Motion artifacts or uneven patterns

Before reconstructing raw images of ultrafast SIM, we propose that the following pivotal criteria provided by the SIMcheck software should be checked. A motion and illumination variation (MIV) feature in SIMcheck obtains normalized intensity of the phase-shifted images acquired for each plane for the different illumination patterns and highlights uneven field illumination or movement during acquisition with a colored subregion map. Modulation contrast is another important parameter of the raw data quality, as it critically affects the amount of the frequency-shifted information that can be reassigned during the reconstruction process. The process of calculating the modulation contrast-to-noise (MCN) ratio within the image and translating this information to a heat map provides an average modulation contrast-to-noise ratio (MCNR) as a criterion for evaluating image quality.
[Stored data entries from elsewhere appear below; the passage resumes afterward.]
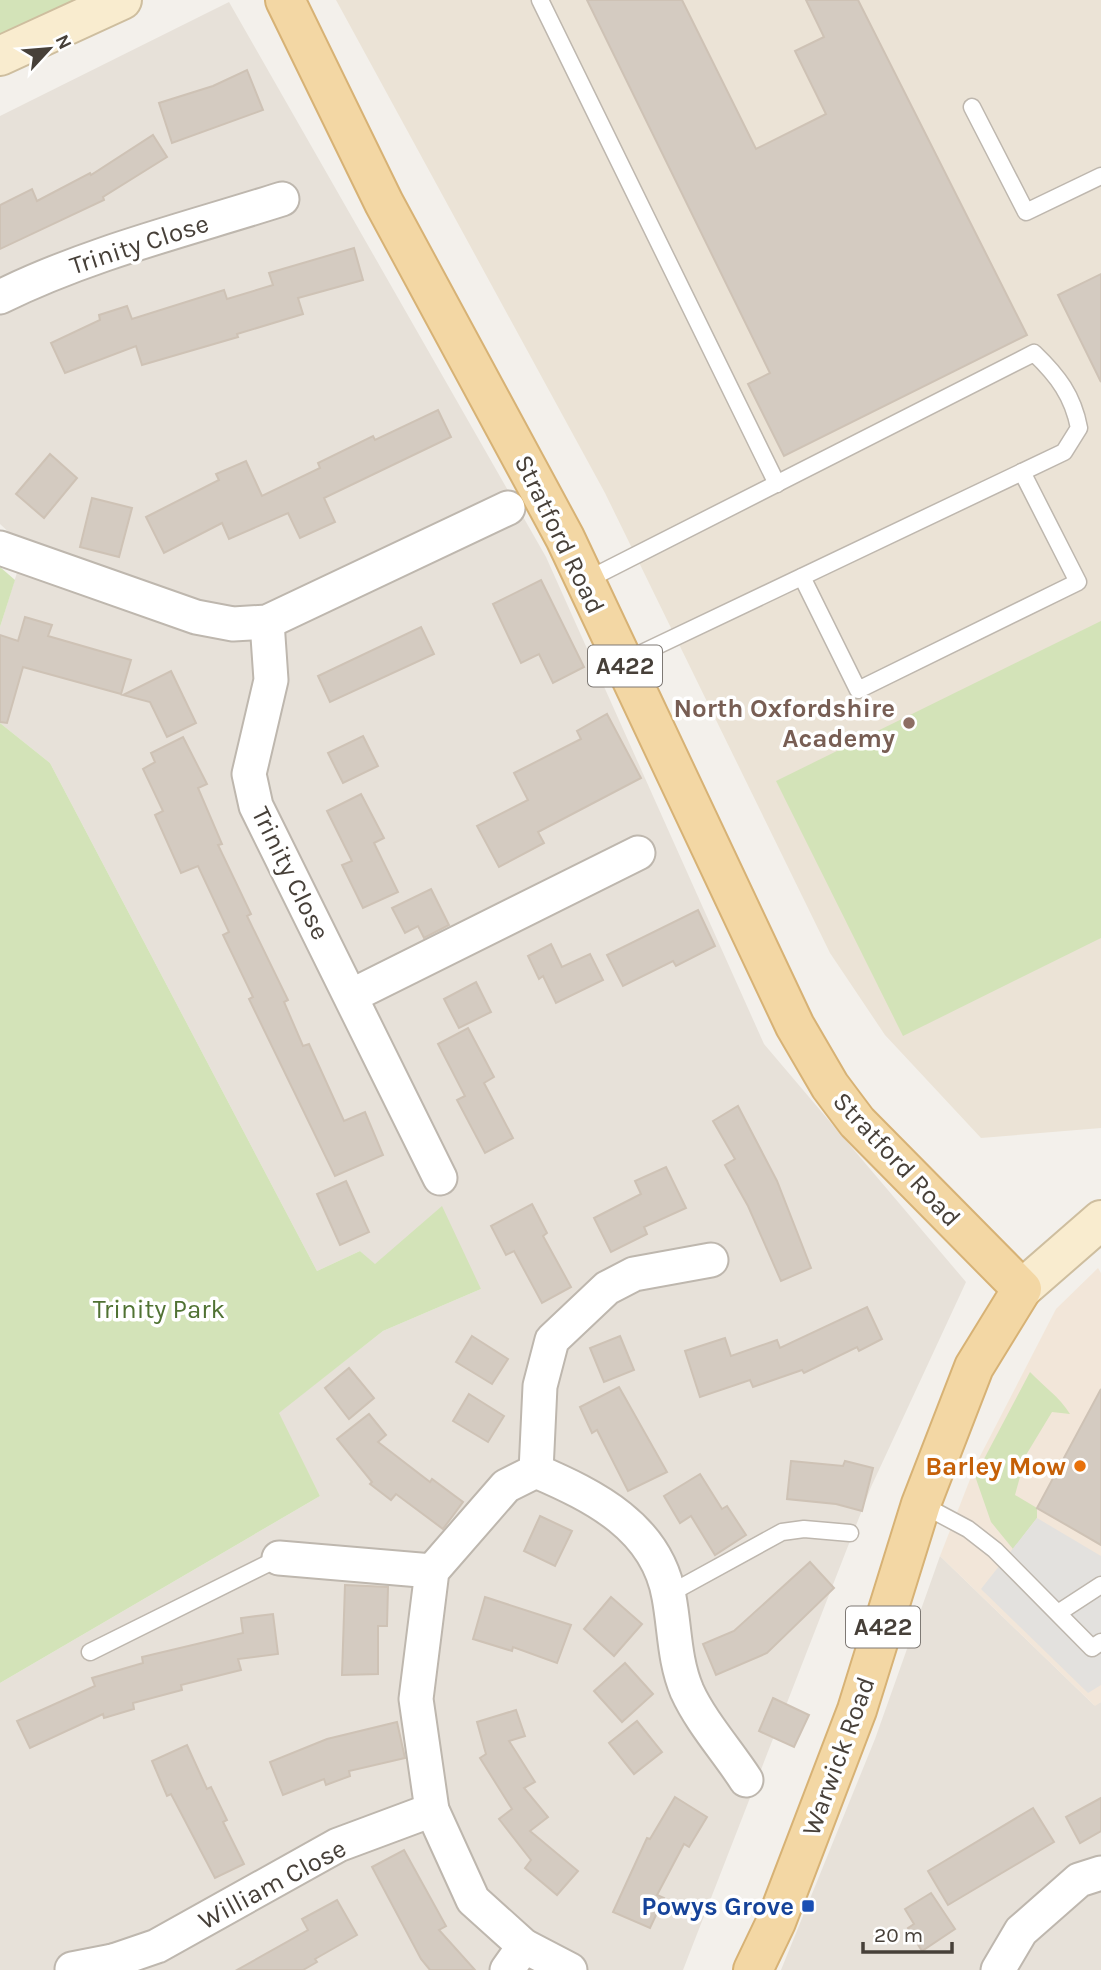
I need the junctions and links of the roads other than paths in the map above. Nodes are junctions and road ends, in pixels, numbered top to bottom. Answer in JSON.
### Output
{"nodes":[{"id":1,"x":122,"y":0,"type":"edge"},
{"id":2,"x":285,"y":0,"type":"edge"},
{"id":3,"x":540,"y":0,"type":"edge"},
{"id":4,"x":0,"y":56,"type":"edge"},
{"id":5,"x":972,"y":107,"type":"dead end"},
{"id":6,"x":1101,"y":176,"type":"edge"},
{"id":7,"x":282,"y":199,"type":"dead end"},
{"id":8,"x":0,"y":297,"type":"edge"},
{"id":9,"x":1022,"y":472,"type":"junction"},
{"id":10,"x":777,"y":484,"type":"junction"},
{"id":11,"x":508,"y":508,"type":"dead end"},
{"id":12,"x":0,"y":548,"type":"edge"},
{"id":13,"x":802,"y":577,"type":"junction"},
{"id":14,"x":585,"y":581,"type":"junction"},
{"id":15,"x":267,"y":622,"type":"junction"},
{"id":16,"x":623,"y":662,"type":"junction"},
{"id":17,"x":638,"y":853,"type":"dead end"},
{"id":18,"x":351,"y":996,"type":"junction"},
{"id":19,"x":440,"y":1178,"type":"dead end"},
{"id":20,"x":1101,"y":1220,"type":"edge"},
{"id":21,"x":711,"y":1260,"type":"dead end"},
{"id":22,"x":1022,"y":1289,"type":"junction"},
{"id":23,"x":536,"y":1471,"type":"junction"},
{"id":24,"x":921,"y":1504,"type":"junction"},
{"id":25,"x":850,"y":1533,"type":"dead end"},
{"id":26,"x":279,"y":1558,"type":"joint"},
{"id":27,"x":432,"y":1571,"type":"junction"},
{"id":28,"x":1101,"y":1585,"type":"edge"},
{"id":29,"x":669,"y":1594,"type":"junction"},
{"id":30,"x":1058,"y":1613,"type":"junction"},
{"id":31,"x":1101,"y":1642,"type":"edge"},
{"id":32,"x":90,"y":1652,"type":"dead end"},
{"id":33,"x":746,"y":1780,"type":"dead end"},
{"id":34,"x":432,"y":1810,"type":"junction"},
{"id":35,"x":1101,"y":1873,"type":"edge"},
{"id":36,"x":515,"y":1958,"type":"edge"},
{"id":37,"x":114,"y":1966,"type":"edge"},
{"id":38,"x":72,"y":1969,"type":"edge"},
{"id":39,"x":570,"y":1970,"type":"edge"},
{"id":40,"x":753,"y":1970,"type":"edge"},
{"id":41,"x":998,"y":1970,"type":"edge"}],
"edges":[{"from":1,"to":4,"type":"street"},
{"from":2,"to":14,"type":"main road","name":"Stratford Road","number":"A422"},
{"from":3,"to":10,"type":"lane"},
{"from":5,"to":6,"type":"lane"},
{"from":7,"to":8,"type":"street","name":"Trinity Close"},
{"from":9,"to":10,"type":"lane"},
{"from":9,"to":13,"type":"lane"},
{"from":9,"to":13,"type":"lane"},
{"from":10,"to":14,"type":"lane"},
{"from":11,"to":15,"type":"street"},
{"from":12,"to":15,"type":"street"},
{"from":13,"to":16,"type":"lane"},
{"from":14,"to":16,"type":"main road","name":"Stratford Road","number":"A422"},
{"from":15,"to":18,"type":"street","name":"Trinity Close"},
{"from":16,"to":22,"type":"main road","name":"Stratford Road","number":"A422"},
{"from":17,"to":18,"type":"street"},
{"from":18,"to":19,"type":"street","name":"Trinity Close"},
{"from":20,"to":22,"type":"street","name":"Warwick Road"},
{"from":21,"to":23,"type":"street"},
{"from":22,"to":24,"type":"main road","name":"Warwick Road","number":"A422"},
{"from":23,"to":27,"type":"street"},
{"from":23,"to":29,"type":"street"},
{"from":24,"to":30,"type":"lane"},
{"from":24,"to":40,"type":"main road","name":"Warwick Road","number":"A422"},
{"from":25,"to":29,"type":"lane"},
{"from":26,"to":27,"type":"street"},
{"from":26,"to":32,"type":"lane"},
{"from":27,"to":34,"type":"street"},
{"from":28,"to":30,"type":"lane"},
{"from":29,"to":33,"type":"street"},
{"from":30,"to":31,"type":"lane"},
{"from":34,"to":36,"type":"street"},
{"from":34,"to":37,"type":"street","name":"William Close"},
{"from":35,"to":41,"type":"street"},
{"from":36,"to":39,"type":"street"},
{"from":37,"to":38,"type":"street","name":"William Close"}]}
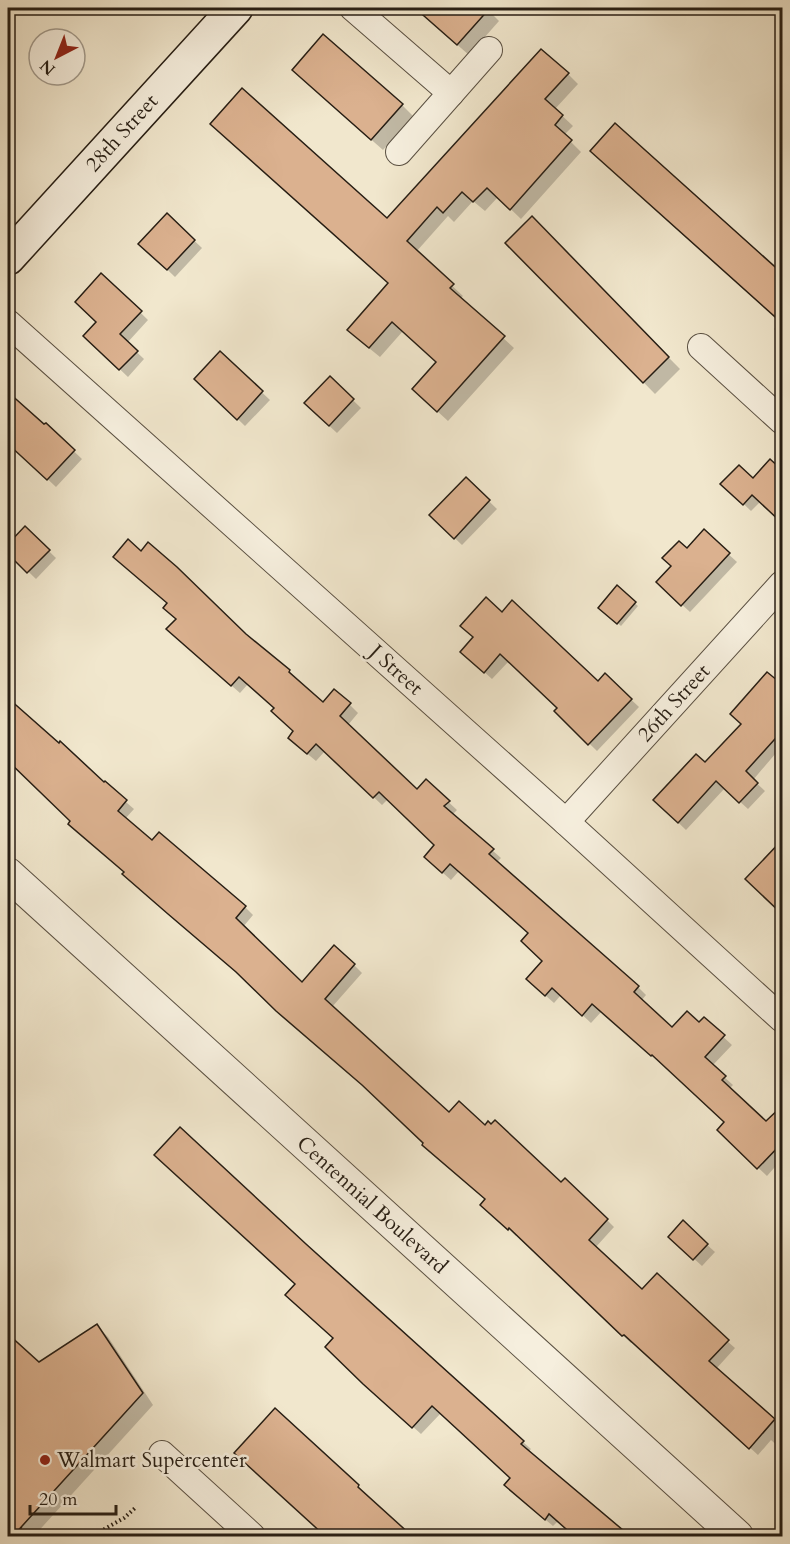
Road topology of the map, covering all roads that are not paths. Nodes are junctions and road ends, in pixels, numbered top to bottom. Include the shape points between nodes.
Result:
1 (236, 8) edge
2 (353, 8) edge
3 (489, 50) dead end
4 (451, 93) junction
5 (399, 152) dead end
6 (8, 258) edge
7 (8, 323) edge
8 (701, 347) dead end
9 (783, 421) edge
10 (783, 584) edge
11 (566, 822) junction
12 (8, 874) edge
13 (783, 1019) edge
14 (162, 1454) dead end
15 (252, 1536) edge
16 (737, 1536) edge

1 - 6 main road, 28th Street
2 - 4 street
3 - 4 street
4 - 5 street
7 - 11 street, J Street
8 - 9 street
10 - 11 street, 26th Street
11 - 13 street, J Street
12 - 16 street, Centennial Boulevard
14 - 15 street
Modified parameter estimation

Under the high-NA TIRF–SIM configuration, overlapping regions of different spectra decrease. Furthermore, even fewer excited photons are captured per exposure during the ultrafast exposure time. The low SNR raw data in the spatial domain will render precise estimations of the parameters more difficult; thus, the modified parameter estimation method needs to be considered. The filter method and the averaged method can be simply applied in the conventional reconstruction process under this low SNR condition (Chu et al. 2014; Huang et al. 2018). In addition, iterative and non-iterative methods have been proposed to estimate the parameters even when the pattern ratio in an experimental setup is unknown (Wicker 2013; Wicker et al. 2013). An image recombination transform algorithm can obtain the initial phase of fringe with high precision even with high background and weak modulation depth (Zhou et al. 2016).

Reconstruction software

A number of software exists for users to reconstruct SR images. Fair-SIM, an open-source plugin for ImageJ, contains extensive functions for the reconstruction process. This plugin can process the TIRF–SIM, two-dimensional SIM and three-dimensional SIM data captured from a homemade setup or a commercial SIM microscope, such as OMX and Zeiss. With the parameter determination approximated by the OTF, Fair-SIM can estimate the parameters \({\varvec{p}}_{{\theta_{1} }}\), \(\varphi_{{\theta_{1} }}^{\left( 1 \right)}\) and \(c_{{\theta_{1} }}\) rapidly. Then, SR images can be reconstructed continuously with the Wiener deconvolution or Richardson Lucy deconvolution depending on the noise level.

A two-filter step with Richardson Lucy deconvolution (RL deconvolution) method exists for effective parameter estimation (Perez et al. 2016). If the raw data are corrupted with Poisson noise or an out-of-focus background, this two-filter steps method can effectively move a fluctuating reconstruction spectrum artifact caused by an out-of-focus background or a discontinuous artifact caused by Poisson noise.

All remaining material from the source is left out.